3. For **Value**, select **Databricks Hello World** > **Response** > **Message array** > **Message content (string)**.

:::tip
In practice, specify the structured output of your choice from the agent, and then evaluate the output within Maestro using the Expression editor to extract the specific part of the output you need in the type necessary for your process flow.
:::

Example of handling agent output in Maestro using the Expression editor:

If the prompt was:

```
"What is the capital of France?" answer in a JSON only on the form of {"capital":"Normandy") only JSON output
```

The response is **result.reponse.messages[0].content** (type `string`):

```
{"capital":"Paris"}
```

If we want to convert it to JSON, create a new variable of type JSON, for example `answer_in_JSON` and use the Expression editor:

```
js:JSON.parse(result.response.messages[0].content)
```

The result of the js expression is (type `JSON`):

```
{
  "capital": "Paris"
}
```

## Troubleshooting and Tuning

Beyond establishing connectivity, you should test prompts both in the Databricks workspace as well as from Maestro. This ensures you achieve the desired output that can best be consumed by Maestro, assigned to variables, and passed on to other actors in the process.

We recommend that detailed prompts remain within the **system prompts** of the agent within Databricks.

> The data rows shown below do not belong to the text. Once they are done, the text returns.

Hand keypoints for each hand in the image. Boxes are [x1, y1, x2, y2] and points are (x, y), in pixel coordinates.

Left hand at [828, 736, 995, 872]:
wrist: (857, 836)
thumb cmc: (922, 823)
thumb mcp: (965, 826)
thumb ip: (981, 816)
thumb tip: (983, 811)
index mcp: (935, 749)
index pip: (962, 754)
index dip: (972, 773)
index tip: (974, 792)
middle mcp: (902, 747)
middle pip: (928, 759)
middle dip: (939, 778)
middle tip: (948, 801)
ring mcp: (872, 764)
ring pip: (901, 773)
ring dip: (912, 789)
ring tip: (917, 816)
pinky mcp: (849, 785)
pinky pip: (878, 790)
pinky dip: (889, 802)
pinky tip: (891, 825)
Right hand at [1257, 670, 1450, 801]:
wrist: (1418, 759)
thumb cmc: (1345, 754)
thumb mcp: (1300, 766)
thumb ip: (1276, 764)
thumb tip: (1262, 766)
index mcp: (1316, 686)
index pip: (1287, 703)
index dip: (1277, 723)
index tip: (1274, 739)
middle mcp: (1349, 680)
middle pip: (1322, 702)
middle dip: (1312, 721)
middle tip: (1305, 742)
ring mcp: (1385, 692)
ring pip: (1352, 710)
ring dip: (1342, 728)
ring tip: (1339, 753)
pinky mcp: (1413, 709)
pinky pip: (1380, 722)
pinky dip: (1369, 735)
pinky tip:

The **user prompt** which is provided by Maestro to the agent at runtime should be brief and to the point. Its role is primarily to indicate the relevant variables needed by the agent to perform a specific tasks and generate an expected consistent output.

Output that is aimed at humans, for example the reasons for an escalation, can be easily passed as natural text for the human. Output that is expected for an API/robot action must be strictly composed. Here is an example user prompt that yields a specific output from an agent. Use the C# Expression editor within Studio to add variables as needed.

```
"What is the quantity on inventory of Order ID " + vars.orderId_1 + "respond only with a JSON object with the quantity in the key Order_Quantity. No explanations, only JSON"
```

The agent will reply with:

```
{"Order_Quantity":"100"}
```

Pay special attention to types in your request to the agent and in the actual response. Even if the response looks like type `JSON`, it may actually be of type `string`.